The issue could emerge as a legal vulnerability for the plan, one of President Joe Biden’s biggest steps in his strategy to combat global warming, as fossil fuel companies and their representatives explore challenging it in court on the basis the technologies are unproven. A similar effort to clean up the power industry by the Obama White House in 2015 was hung up by legal challenges and ultimately repealed.

The Environmental Protection Agency's new proposal, announced on Thursday, sets carbon emissions standards for power plants that would push many to either install carbon capture equipment (CCS) that can siphon the CO2 from a plant’s smokestack, or use super-low-emissions hydrogen – made by electrolyzing water using renewable energy sources like solar and wind - as a fuel.

If it works, the plan would put the U.S. on track to reach net-zero emissions from the power sector – now responsible for a quarter of the nation’s greenhouse gases – by 2035, according to the White House.

But industry representatives are pushing back hard.

“The proposal raises a number of critical legal questions, including whether EPA has the authority to force the use of technologies that are not economically or technically feasible for widespread use,” said Michelle Bloodworth, president and CEO of America’s Power, which represents utilities that burn coal.

Jeff Holmstead, a lobbyist at Houston-based Bracewell LLC who formerly ran the EPA’s air office during the Bush administration, said betting on carbon capture is risky.

“There isn’t a single commercial-scale gas-fired power plant anywhere in the U.S. — or as far as I know, anywhere in the world — that uses CCS to control its emissions,” he said. "This fact alone could make it hard for EPA to convince the courts that CCS has been adequately demonstrated."

EPA officials and some environmental groups say the rule was designed to withstand legal challenges because it focuses on available technologies that can be applied directly at power plants, and because Congress affirmed the agency's authority to impose technology-based carbon standards.

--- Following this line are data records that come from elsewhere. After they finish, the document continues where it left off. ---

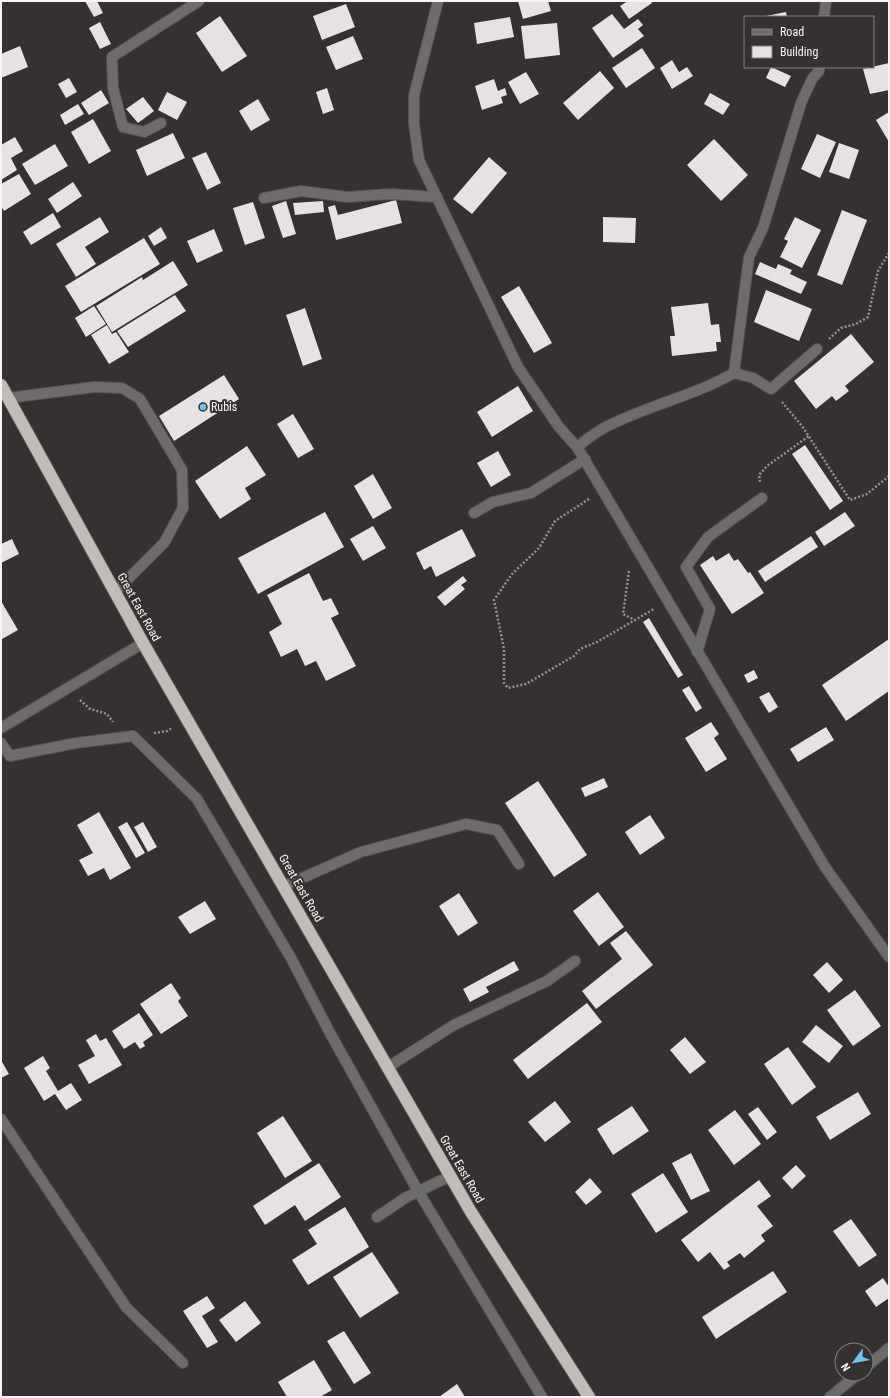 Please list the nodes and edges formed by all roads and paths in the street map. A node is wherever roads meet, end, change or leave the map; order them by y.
1 (199, 1) edge
2 (438, 1) edge
3 (826, 1) edge
4 (824, 16) edge
5 (819, 68) edge
6 (161, 123) dead end
7 (437, 197) junction
8 (264, 198) dead end
9 (889, 253) edge
10 (817, 349) joint
11 (734, 373) junction
12 (1, 385) edge
13 (771, 389) junction
14 (8, 398) junction
15 (809, 436) junction
16 (577, 447) junction
17 (584, 460) junction
18 (889, 476) edge
19 (602, 490) junction
20 (762, 498) joint
21 (474, 514) dead end
22 (629, 570) dead end
23 (114, 592) junction
24 (668, 602) junction
25 (635, 620) junction
26 (143, 643) junction
27 (697, 652) junction
28 (66, 689) junction
29 (187, 719) junction
30 (1, 728) edge
31 (129, 737) junction
32 (1, 743) edge
33 (519, 864) dead end
34 (284, 886) junction
35 (889, 957) edge
36 (575, 961) dead end
37 (388, 1067) junction
38 (1, 1119) edge
39 (450, 1176) junction
40 (418, 1191) junction
41 (377, 1217) dead end
42 (889, 1348) edge
43 (874, 1360) edge
44 (183, 1364) dead end
45 (848, 1382) edge
46 (542, 1397) edge
47 (589, 1397) edge
48 (830, 1397) edge

1 - 6 street
2 - 7 street
3 - 4 street
5 - 11 street
7 - 8 street
7 - 16 street
9 - 10 path
10 - 13 street
11 - 13 street
11 - 16 street
12 - 14 highway, Great East Road
13 - 15 path
14 - 23 highway, Great East Road
14 - 23 street
15 - 18 path
15 - 20 path
16 - 17 street
17 - 19 street
17 - 21 street
19 - 24 street
19 - 25 path
20 - 27 street
22 - 25 path
23 - 26 highway, Great East Road
24 - 25 path
24 - 27 street
26 - 28 street
26 - 29 highway, Great East Road
27 - 35 street
28 - 30 street
28 - 31 path
29 - 31 path
29 - 34 highway, Great East Road
31 - 32 street
31 - 40 street
33 - 34 street
34 - 37 highway, Great East Road
36 - 37 street
37 - 39 highway, Great East Road
38 - 44 street
39 - 40 street
39 - 47 highway, Great East Road
40 - 41 street
40 - 46 street
42 - 43 street
45 - 48 street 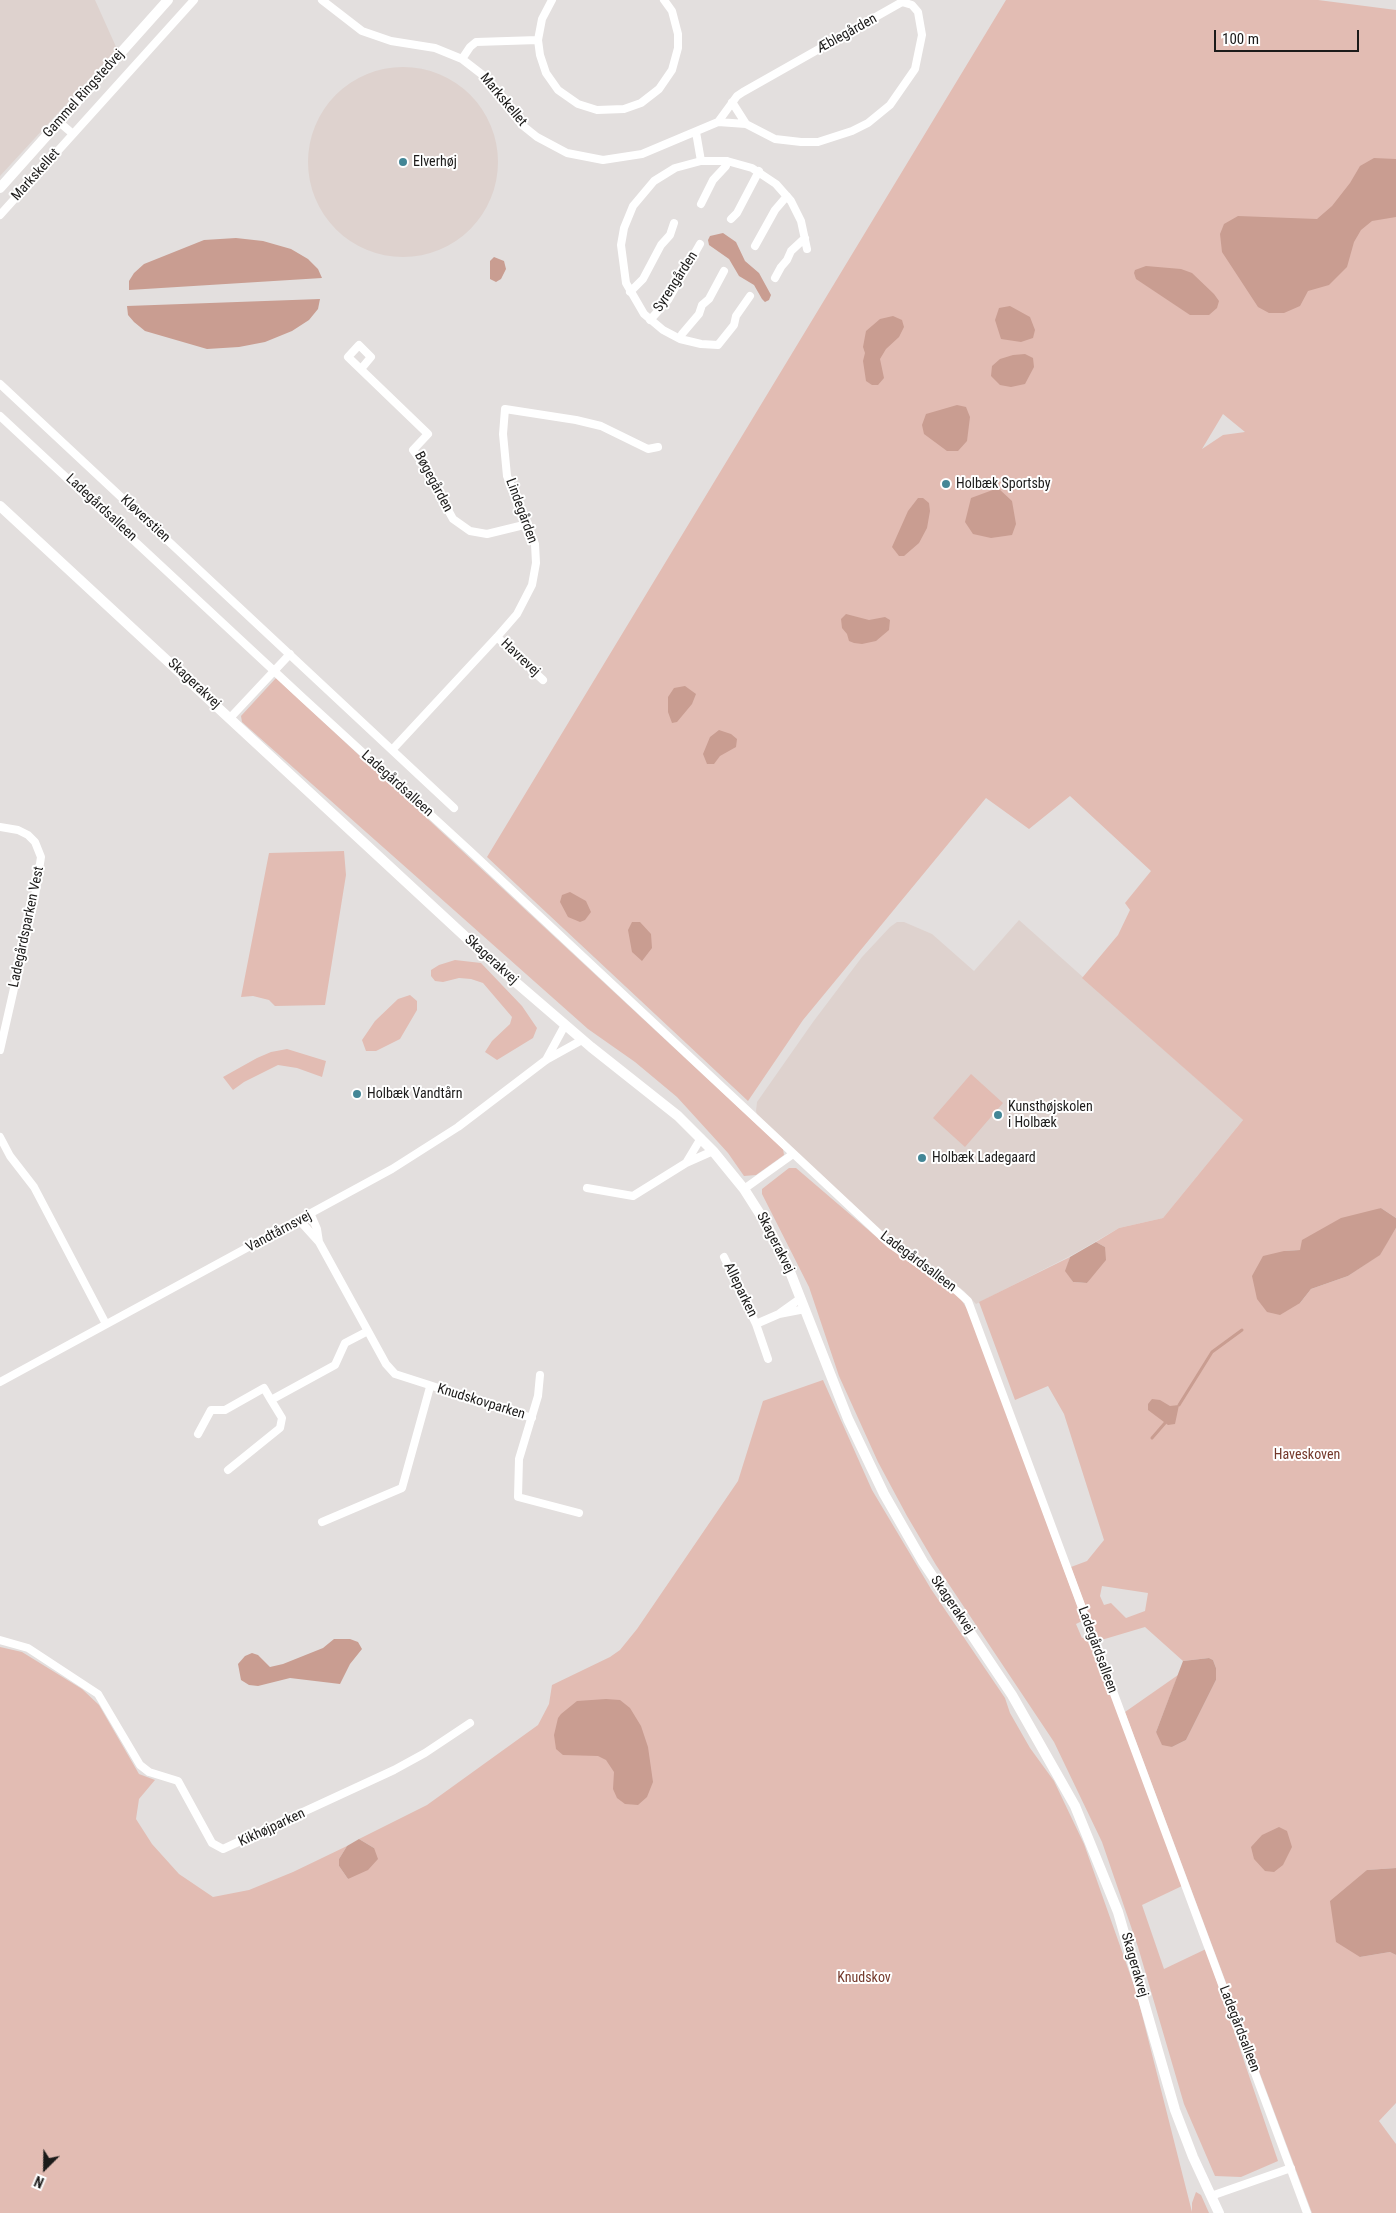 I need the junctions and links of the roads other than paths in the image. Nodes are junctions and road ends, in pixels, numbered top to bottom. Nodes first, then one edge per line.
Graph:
1 (168, 0) edge
2 (194, 0) edge
3 (322, 0) edge
4 (552, 0) edge
5 (664, 0) edge
6 (538, 40) junction
7 (462, 59) junction
8 (732, 102) junction
9 (59, 122) junction
10 (718, 122) junction
11 (746, 124) junction
12 (696, 132) junction
13 (73, 134) junction
14 (701, 161) junction
15 (727, 161) junction
16 (759, 171) junction
17 (0, 188) edge
18 (787, 196) junction
19 (701, 204) dead end
20 (0, 215) edge
21 (731, 219) dead end
22 (674, 223) dead end
23 (805, 238) junction
24 (700, 244) dead end
25 (755, 246) dead end
26 (807, 249) dead end
27 (724, 271) dead end
28 (775, 278) dead end
29 (630, 292) junction
30 (750, 296) dead end
31 (650, 320) junction
32 (680, 339) junction
33 (360, 369) dead end
34 (0, 384) edge
35 (0, 416) edge
36 (658, 447) dead end
37 (0, 506) edge
38 (528, 524) junction
39 (498, 637) junction
40 (290, 654) junction
41 (274, 671) junction
42 (543, 680) dead end
43 (230, 718) junction
44 (392, 750) junction
45 (454, 808) dead end
46 (0, 827) edge
47 (564, 1025) junction
48 (582, 1040) junction
49 (0, 1050) edge
50 (546, 1060) junction
51 (0, 1137) edge
52 (701, 1138) junction
53 (713, 1151) junction
54 (793, 1154) junction
55 (686, 1163) junction
56 (587, 1188) dead end
57 (744, 1189) junction
58 (311, 1215) junction
59 (300, 1221) junction
60 (319, 1242) junction
61 (724, 1257) dead end
62 (801, 1298) junction
63 (805, 1309) junction
64 (779, 1314) junction
65 (106, 1324) junction
66 (756, 1324) junction
67 (368, 1331) junction
68 (768, 1359) dead end
69 (540, 1375) dead end
70 (0, 1382) edge
71 (430, 1387) junction
72 (271, 1400) junction
73 (532, 1418) junction
74 (198, 1434) dead end
75 (228, 1470) dead end
76 (579, 1514) dead end
77 (322, 1522) dead end
78 (0, 1640) edge
79 (470, 1722) dead end
80 (1291, 2168) junction
81 (1211, 2196) junction
82 (1219, 2213) edge
83 (1307, 2213) edge

1 - 9 street, Gammel Ringstedvej
2 - 13 street, Markskellet
3 - 7 street, Markskellet
4 - 6 street
5 - 6 street
6 - 7 street
7 - 12 street, Markskellet
8 - 10 street, Æblegården
8 - 11 street
8 - 11 street, Æblegården
9 - 13 street
9 - 17 street, Gammel Ringstedvej
10 - 11 street, Æblegården
10 - 12 street, Markskellet
12 - 14 street
13 - 20 street, Markskellet
14 - 15 street, Syrengården
14 - 29 street, Syrengården
15 - 16 street, Syrengården
15 - 19 street
16 - 18 street, Syrengården
16 - 21 street
18 - 23 street, Syrengården
18 - 25 street
22 - 29 street
23 - 26 street, Syrengården
23 - 28 street
24 - 31 street, Syrengården
27 - 32 street
29 - 31 street, Syrengården
30 - 32 street, Syrengården
31 - 32 street, Syrengården
33 - 38 street, Bøgegården
34 - 40 street, Kløverstien
35 - 41 street, Ladegårdsalleen
36 - 38 street, Lindegården
37 - 43 street, Skagerakvej
38 - 39 street, Lindegården
39 - 42 street, Havrevej
39 - 44 street, Lindegården
40 - 41 street
40 - 44 street, Kløverstien
41 - 43 street
41 - 54 street, Ladegårdsalleen
43 - 47 street, Skagerakvej
44 - 45 street, Kløverstien
46 - 49 street, Ladegårdsparken Vest
47 - 48 street, Skagerakvej
47 - 50 street, Vandtårnsvej
48 - 50 street, Vandtårnsvej
48 - 52 street, Skagerakvej
50 - 58 street, Vandtårnsvej
51 - 65 street
52 - 53 street, Skagerakvej
52 - 55 street
53 - 55 street
53 - 57 street, Skagerakvej
54 - 57 street
54 - 80 street, Ladegårdsalleen
55 - 56 street
57 - 62 street, Skagerakvej
58 - 59 street, Vandtårnsvej
58 - 60 street, Knudskovparken
59 - 60 street, Knudskovparken
59 - 65 street, Vandtårnsvej
60 - 67 street, Knudskovparken
61 - 66 street, Alleparken
62 - 63 street, Skagerakvej
62 - 64 street, Alleparken
63 - 64 street, Alleparken
63 - 81 street, Skagerakvej
64 - 66 street, Alleparken
65 - 70 street, Vandtårnsvej
66 - 68 street, Alleparken
67 - 71 street, Knudskovparken
67 - 72 street
69 - 73 street, Knudskovparken
71 - 73 street, Knudskovparken
71 - 77 street, Knudskovparken
72 - 74 street
72 - 75 street
73 - 76 street, Knudskovparken
78 - 79 street, Kikhøjparken
80 - 81 street
80 - 83 street, Ladegårdsalleen
81 - 82 street, Skagerakvej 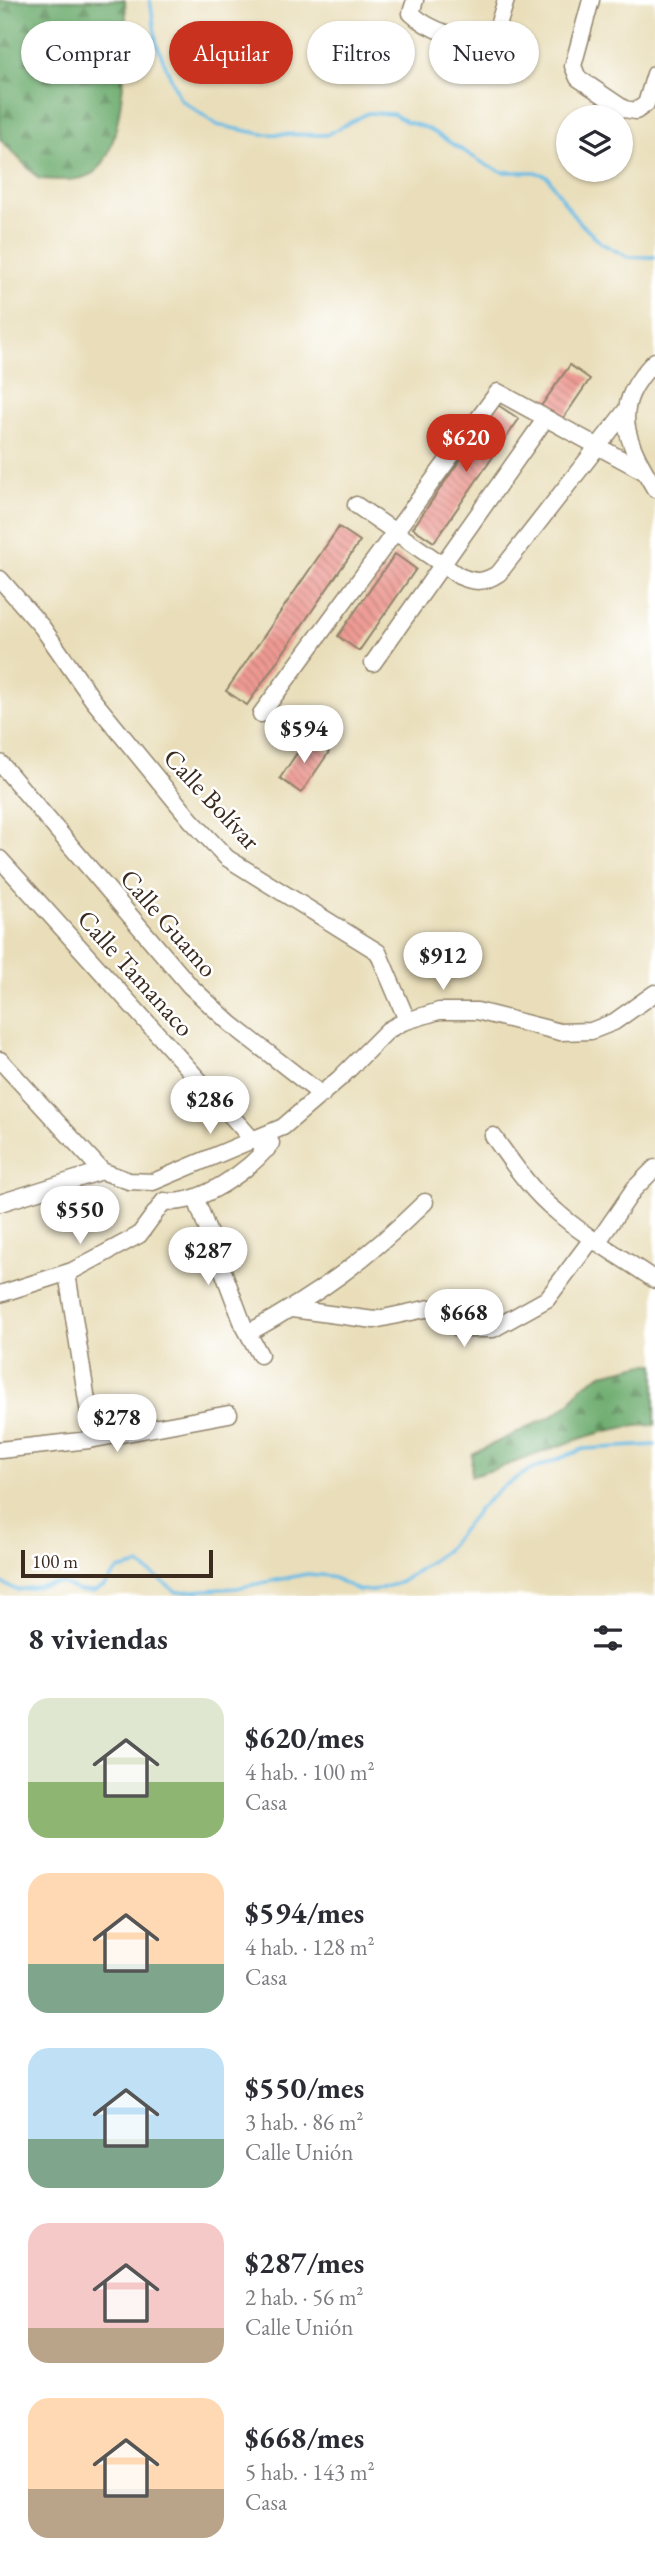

They add that the Inflation Reduction Act, Biden's centerpiece climate legislation, offers billions in new tax credits and incentives that make CCS and clean hydrogen economically feasible.

“As I’ve understood it, the main issue with scaling has long been economic and the economics have changed,” said Michael Burger, the executive director of Columbia Law Schools’ Sabin Center for Climate Change Law.

Big utility companies, including Southern Company, CenterPoint Energy Inc, declined to comment on the feasibility of the technologies. The Edison Electric Institute, which represents the U.S. utility industry, said it was assessing the plan.

 

SPOTTY RECORD

In its 651-page proposal, the EPA makes the case for why it considers CCS to be "adequately demonstrated", pointing to several examples of such projects deployed at power plants and industrial facilities in North America.

It cited SaskPower's Boundary Dam project in Canada as one that has demonstrated CO2 capture rates of 90% on an existing coal steam generating unit.

And it namechecked NET Power, which has a Texas project that would capture nearly all emissions from gas-fired power starting in 2026.

The most high-profile examples to date, however, have shown problems.

A $1 billion project to harness CO2 emissions from a Texas coal plant, called Petra Nova – the first commercial-scale CCS project of its kind in the U.S. - suffered chronic mechanical problems and routinely missed its targets before it was shut down in 2020, according to a report submitted by the project’s owners to the U.S. Department of Energy. The owner, Japan’s JX Nippon Oil & Gas Exploration, is hoping to restart it in June.

The roughly one dozen existing active CCS projects in the U.S. are tiny, with a combined capacity to store around half a percent of national emissions, according to the Global CCS Institute, which tracks the industry.

Jay Duffy, litigation director of the Clean Air Task Force, said the fact the technology is not yet widely used should not pose a problem. He said when the EPA issued new air pollution controls for power plants in the 1970s, it designed them based on the availability of scrubbers that were not yet widely used.

"The Clean Air Act contemplates standards based on pollution controls that are available. They sit on shelves collecting dust until some new standard pushes them along," he said.